YOUR OBJECTIVE: If a record contains a picture, skip the picture and transcribe the rest exactly.

─── ENTRIES PROVIDED ───

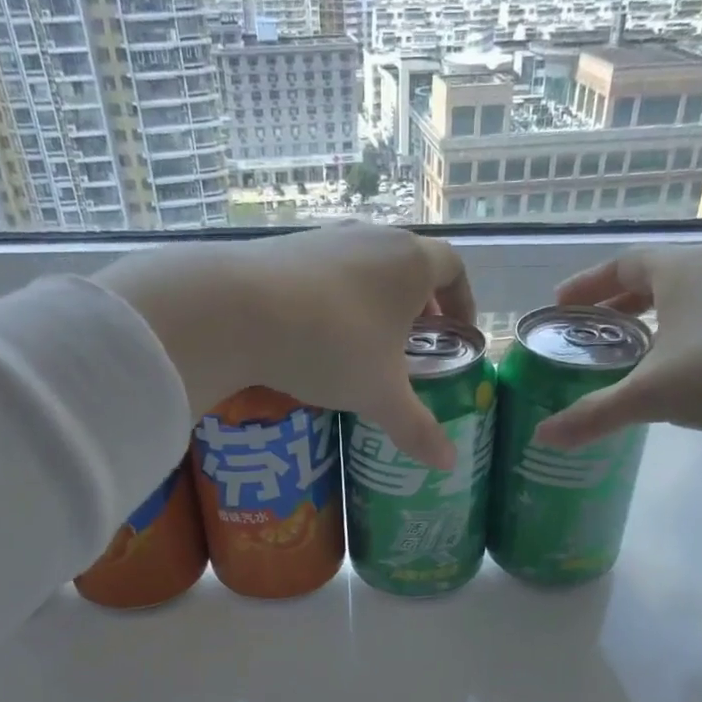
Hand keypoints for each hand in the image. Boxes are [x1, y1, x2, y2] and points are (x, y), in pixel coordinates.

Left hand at [94, 222, 473, 468]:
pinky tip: (319, 335)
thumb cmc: (333, 346)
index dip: (462, 301)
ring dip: (377, 301)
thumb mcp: (381, 395)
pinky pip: (328, 272)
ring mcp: (328, 236)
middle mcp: (375, 237)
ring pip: (367, 266)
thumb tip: (449, 464)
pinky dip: (337, 299)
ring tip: (367, 344)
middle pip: (411, 265)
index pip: (454, 268)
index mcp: (412, 263)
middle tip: (415, 345)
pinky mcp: (287, 246)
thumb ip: (418, 428)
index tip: (458, 332)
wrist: (238, 310)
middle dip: (420, 304)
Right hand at [533, 247, 701, 461]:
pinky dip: (685, 352)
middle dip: (618, 310)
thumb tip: (541, 436)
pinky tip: (678, 386)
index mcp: (684, 271)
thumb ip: (595, 414)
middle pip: (656, 283)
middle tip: (587, 338)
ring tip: (628, 364)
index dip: (588, 283)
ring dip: (655, 332)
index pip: (624, 264)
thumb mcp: (652, 394)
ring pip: (689, 310)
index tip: (560, 305)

───

TASK OUTPUT:
Hand keypoints for each hand in the image. Boxes are [x1, y1, x2, y2] and points are (x, y), in pixel coordinates.

Left hand at [94, 222, 473, 468]:
pinky tip: (319, 335)
thumb cmc: (333, 346)
index dip: (462, 301)
ring dip: (377, 301)
thumb mcp: (381, 395)
pinky pip: (328, 272)
ring mcp: (328, 236)
middle mcp: (375, 237)
ring pip: (367, 266)
thumb tip: (449, 464)
pinky dip: (337, 299)
ring tip: (367, 344)
middle pip: (411, 265)
index pip: (454, 268)
index mcp: (412, 263)
middle tip: (415, 345)
pinky mcp: (287, 246)
thumb ip: (418, 428)
index tip: (458, 332)
wrist: (238, 310)
middle dip: (420, 304)
Right hand at [533, 247, 701, 461]:
pinky dip: (685, 352)
middle dip: (618, 310)
thumb tip: (541, 436)
pinky tip: (678, 386)
index mcp: (684, 271)
thumb ip: (595, 414)
middle pip: (656, 283)
middle tip: (587, 338)
ring tip: (628, 364)
index dip: (588, 283)
ring dip: (655, 332)
index pip: (624, 264)
thumb mcp: (652, 394)
ring pip: (689, 310)
index tip: (560, 305)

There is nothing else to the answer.